For China, Japan’s decision is a “favorable development,” because it adds another country to the list of those intervening, said Tomo Kinoshita, co-head of Asia Economic Research at Nomura Holdings Inc. in Hong Kong. China has limited gains of its own currency to less than 2 percent since ending a two-year peg to the dollar in June.
Japan hadn’t intervened to sell yen in the foreign-exchange market since 2004, when the yen was around 109 per dollar. The Bank of Japan, acting on behest of the Ministry of Finance, sold 14.8 trillion yen in the first three months of 2004, after record sales of 20.4 trillion yen in 2003.
“We can’t overlook these movements that could have a negative effect on the stability of the economy,” Finance Minister Noda said today. “We conducted intervention to contain excessive movements in the currency market. We will continue to watch developments in the market carefully and we will take bold actions including further intervention if necessary.”
Bank of Japan Governor Masaaki Shirakawa said in a statement that the action should “contribute to a stable foreign exchange-rate formation.”
U.S. Treasury Secretary Timothy F. Geithner declined to comment about the prospects for currency intervention in an interview last week, instead saying that Japanese officials should do what they can to help their economy grow.
“They’re working through some difficult problems,” Geithner said on Bloomberg Television. “My view is they should be focusing like we are on how to make sure they’re reinforcing recovery in Japan and doing things that are going to help.”

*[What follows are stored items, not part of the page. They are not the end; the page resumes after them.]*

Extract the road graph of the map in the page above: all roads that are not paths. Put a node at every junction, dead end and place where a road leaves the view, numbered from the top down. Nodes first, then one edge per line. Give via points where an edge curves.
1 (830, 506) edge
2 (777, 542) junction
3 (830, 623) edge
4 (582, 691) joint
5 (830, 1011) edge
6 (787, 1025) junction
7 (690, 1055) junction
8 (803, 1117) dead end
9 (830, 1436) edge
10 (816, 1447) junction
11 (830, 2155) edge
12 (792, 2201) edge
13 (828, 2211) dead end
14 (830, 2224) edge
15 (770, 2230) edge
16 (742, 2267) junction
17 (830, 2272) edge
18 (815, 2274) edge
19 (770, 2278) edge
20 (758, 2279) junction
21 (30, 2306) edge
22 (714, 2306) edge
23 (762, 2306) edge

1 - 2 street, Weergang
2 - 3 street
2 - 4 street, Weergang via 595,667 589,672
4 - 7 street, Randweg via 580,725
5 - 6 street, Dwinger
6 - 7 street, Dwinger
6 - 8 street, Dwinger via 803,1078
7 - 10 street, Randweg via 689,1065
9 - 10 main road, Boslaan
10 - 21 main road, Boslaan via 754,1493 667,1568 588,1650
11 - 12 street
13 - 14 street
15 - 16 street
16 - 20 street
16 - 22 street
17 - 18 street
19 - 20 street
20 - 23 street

Recent Japanese data have pointed to the expansion losing momentum. The government this week revised its July industrial output figures to show that production fell rather than increased from a month earlier. Japan’s economy expanded at a 1.5 percent annual rate in the second quarter, less than half the pace of the previous period, and consumer confidence slid to a four-month low in August.